Segment Start: Record set

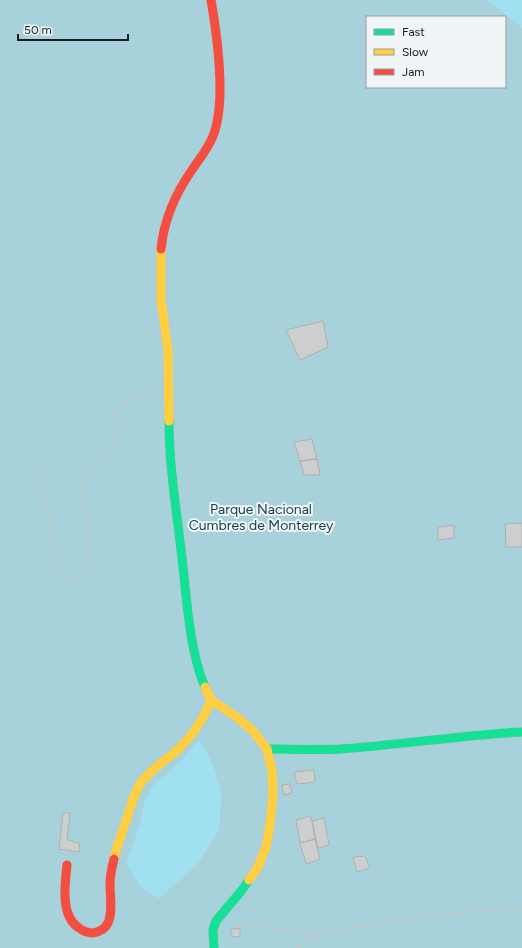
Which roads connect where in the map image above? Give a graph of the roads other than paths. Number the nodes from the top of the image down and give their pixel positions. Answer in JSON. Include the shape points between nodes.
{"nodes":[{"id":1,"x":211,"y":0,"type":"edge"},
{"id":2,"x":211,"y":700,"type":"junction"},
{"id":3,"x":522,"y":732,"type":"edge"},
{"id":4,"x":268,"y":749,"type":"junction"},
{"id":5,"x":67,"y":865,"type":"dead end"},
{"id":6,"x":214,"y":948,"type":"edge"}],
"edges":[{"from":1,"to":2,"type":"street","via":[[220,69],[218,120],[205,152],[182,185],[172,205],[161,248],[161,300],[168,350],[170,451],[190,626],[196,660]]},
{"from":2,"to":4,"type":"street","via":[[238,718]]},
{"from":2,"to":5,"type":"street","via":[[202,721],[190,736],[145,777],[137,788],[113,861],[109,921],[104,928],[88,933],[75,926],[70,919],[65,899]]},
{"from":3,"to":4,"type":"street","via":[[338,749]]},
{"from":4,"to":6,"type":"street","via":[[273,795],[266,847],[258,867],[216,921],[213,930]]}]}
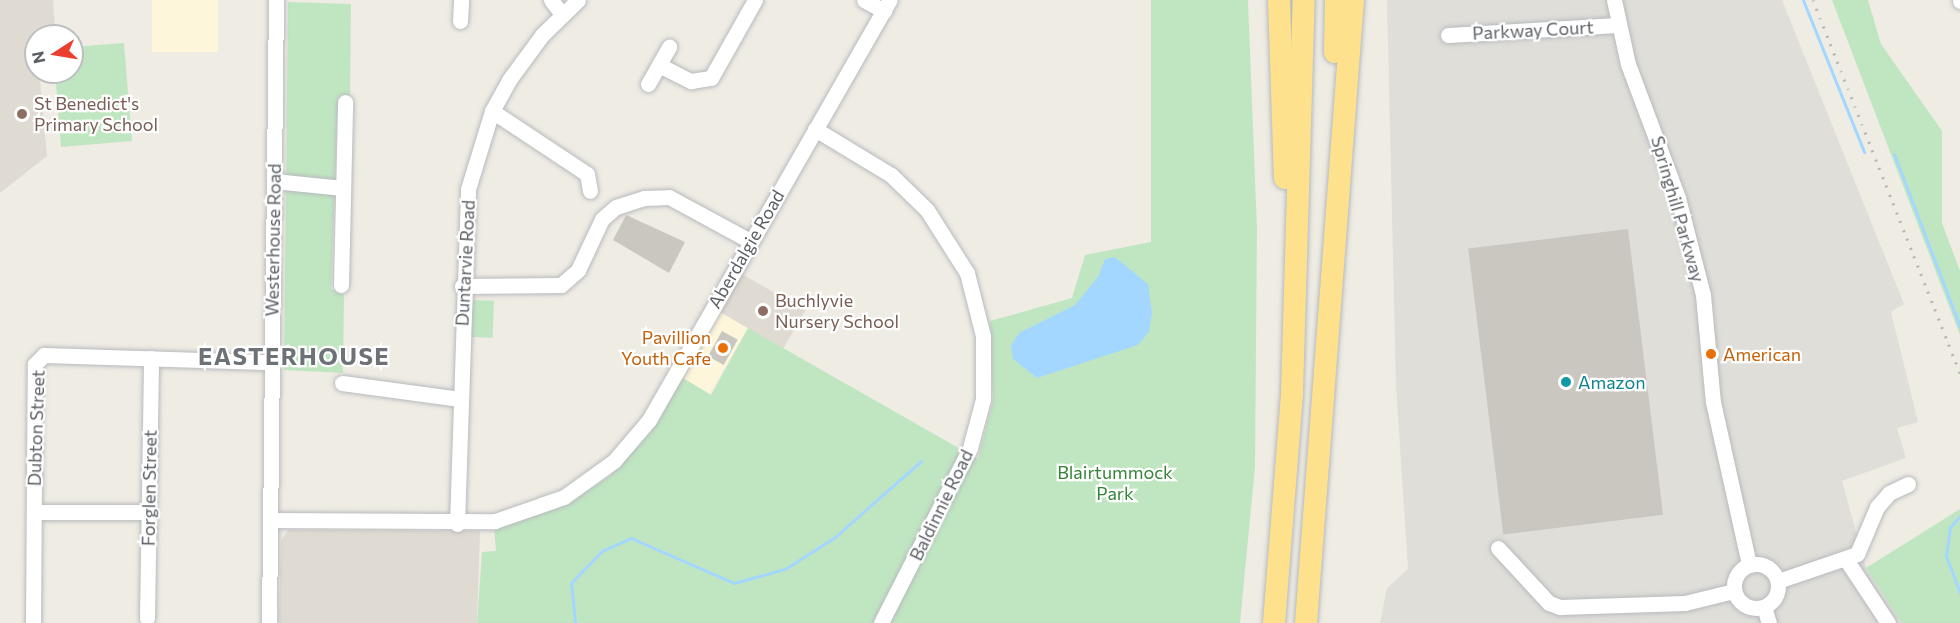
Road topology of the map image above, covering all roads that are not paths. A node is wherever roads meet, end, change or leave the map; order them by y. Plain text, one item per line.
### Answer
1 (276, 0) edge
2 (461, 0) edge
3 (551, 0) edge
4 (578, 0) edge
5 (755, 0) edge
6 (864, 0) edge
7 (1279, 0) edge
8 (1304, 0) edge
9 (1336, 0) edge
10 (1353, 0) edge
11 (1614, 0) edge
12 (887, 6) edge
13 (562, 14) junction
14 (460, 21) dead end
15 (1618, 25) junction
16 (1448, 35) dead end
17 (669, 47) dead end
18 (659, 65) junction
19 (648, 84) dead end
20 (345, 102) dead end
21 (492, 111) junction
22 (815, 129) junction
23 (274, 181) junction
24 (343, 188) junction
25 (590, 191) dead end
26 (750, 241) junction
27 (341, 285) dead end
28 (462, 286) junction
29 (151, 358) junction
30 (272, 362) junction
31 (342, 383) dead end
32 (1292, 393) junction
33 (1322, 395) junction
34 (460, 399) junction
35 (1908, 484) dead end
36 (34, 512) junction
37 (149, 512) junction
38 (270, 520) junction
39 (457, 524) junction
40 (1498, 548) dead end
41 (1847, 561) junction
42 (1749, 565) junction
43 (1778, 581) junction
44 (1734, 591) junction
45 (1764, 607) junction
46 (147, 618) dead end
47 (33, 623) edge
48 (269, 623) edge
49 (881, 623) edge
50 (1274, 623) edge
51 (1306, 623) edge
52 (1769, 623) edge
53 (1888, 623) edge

Segment End: Record set

◆ Exercise prompt ◆
The records must be restated word for word, apart from any images.

◆ Solved exercise ◆
Which roads connect where in the map image above? Give a graph of the roads other than paths. Number the nodes from the top of the image down and give their pixel positions. Answer in JSON. Include the shape points between nodes.
{"nodes":[{"id":1,"x":211,"y":0,"type":"edge"},
{"id":2,"x":211,"y":700,"type":"junction"},
{"id":3,"x":522,"y":732,"type":"edge"},
{"id":4,"x":268,"y":749,"type":"junction"},
{"id":5,"x":67,"y":865,"type":"dead end"},
{"id":6,"x":214,"y":948,"type":"edge"}],
"edges":[{"from":1,"to":2,"type":"street","via":[[220,69],[218,120],[205,152],[182,185],[172,205],[161,248],[161,300],[168,350],[170,451],[190,626],[196,660]]},
{"from":2,"to":4,"type":"street","via":[[238,718]]},
{"from":2,"to":5,"type":"street","via":[[202,721],[190,736],[145,777],[137,788],[113,861],[109,921],[104,928],[88,933],[75,926],[70,919],[65,899]]},
{"from":3,"to":4,"type":"street","via":[[338,749]]},
{"from":4,"to":6,"type":"street","via":[[273,795],[266,847],[258,867],[216,921],[213,930]]}]}
Road topology of the map image above, covering all roads that are not paths. A node is wherever roads meet, end, change or leave the map; order them by y. Plain text, one item per line.
### Answer
1 (276, 0) edge
2 (461, 0) edge
3 (551, 0) edge
4 (578, 0) edge
5 (755, 0) edge
6 (864, 0) edge
7 (1279, 0) edge
8 (1304, 0) edge
9 (1336, 0) edge
10 (1353, 0) edge
11 (1614, 0) edge
12 (887, 6) edge
13 (562, 14) junction
14 (460, 21) dead end
15 (1618, 25) junction
16 (1448, 35) dead end
17 (669, 47) dead end
18 (659, 65) junction
19 (648, 84) dead end
20 (345, 102) dead end
21 (492, 111) junction
22 (815, 129) junction
23 (274, 181) junction
24 (343, 188) junction
25 (590, 191) dead end
26 (750, 241) junction
27 (341, 285) dead end
28 (462, 286) junction
29 (151, 358) junction
30 (272, 362) junction
31 (342, 383) dead end
32 (1292, 393) junction
33 (1322, 395) junction
34 (460, 399) junction
35 (1908, 484) dead end
36 (34, 512) junction
37 (149, 512) junction
38 (270, 520) junction
39 (457, 524) junction
40 (1498, 548) dead end
41 (1847, 561) junction
42 (1749, 565) junction
43 (1778, 581) junction
44 (1734, 591) junction
45 (1764, 607) junction
46 (147, 618) dead end
47 (33, 623) edge
48 (269, 623) edge
49 (881, 623) edge
50 (1274, 623) edge
51 (1306, 623) edge
52 (1769, 623) edge
53 (1888, 623) edge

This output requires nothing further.